**What you have to do**
Only an exact copy of the lines beginning at the one that contains "ring pip: (641, 40)" and ending at the last line of the records below counts as the answer.

+++ Given data

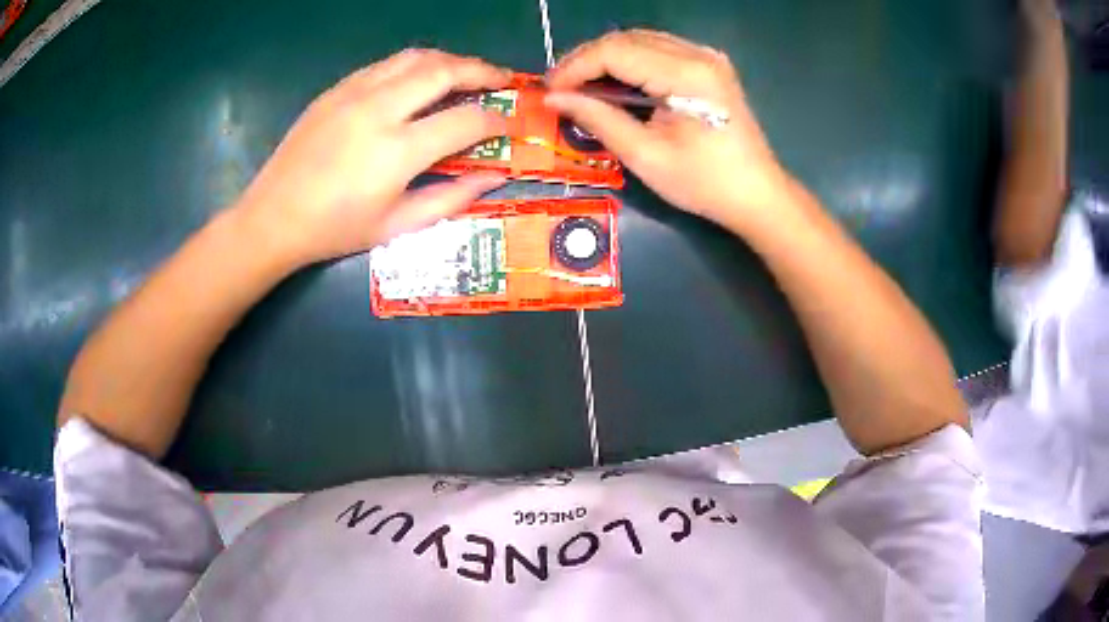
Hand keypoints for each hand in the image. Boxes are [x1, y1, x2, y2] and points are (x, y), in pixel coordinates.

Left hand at [235, 49, 511, 267]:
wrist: (273, 217)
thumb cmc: (335, 229)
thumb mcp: (397, 226)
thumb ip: (451, 198)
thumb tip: (494, 177)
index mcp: (397, 151)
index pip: (466, 120)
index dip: (496, 120)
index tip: (509, 124)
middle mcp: (379, 109)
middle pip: (445, 71)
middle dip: (483, 71)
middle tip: (501, 80)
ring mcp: (354, 93)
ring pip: (416, 57)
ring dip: (450, 60)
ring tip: (466, 72)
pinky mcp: (337, 89)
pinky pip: (386, 64)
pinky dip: (414, 65)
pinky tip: (419, 79)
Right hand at [545, 30, 790, 231]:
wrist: (757, 194)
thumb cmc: (704, 183)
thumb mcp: (645, 156)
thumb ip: (598, 119)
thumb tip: (554, 99)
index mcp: (685, 74)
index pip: (615, 51)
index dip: (575, 66)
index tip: (550, 90)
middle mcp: (698, 54)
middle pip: (627, 39)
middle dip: (587, 59)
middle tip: (561, 87)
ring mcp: (707, 57)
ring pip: (641, 40)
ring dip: (606, 57)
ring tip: (581, 84)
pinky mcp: (710, 66)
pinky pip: (659, 49)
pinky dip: (630, 61)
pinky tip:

++++++

**Exercise answer**
ring pip: (641, 40)
ring dip: (606, 57)
ring tip: (581, 84)
pinky mcp: (710, 66)
pinky pip: (659, 49)
pinky dip: (630, 61)
pinky tip:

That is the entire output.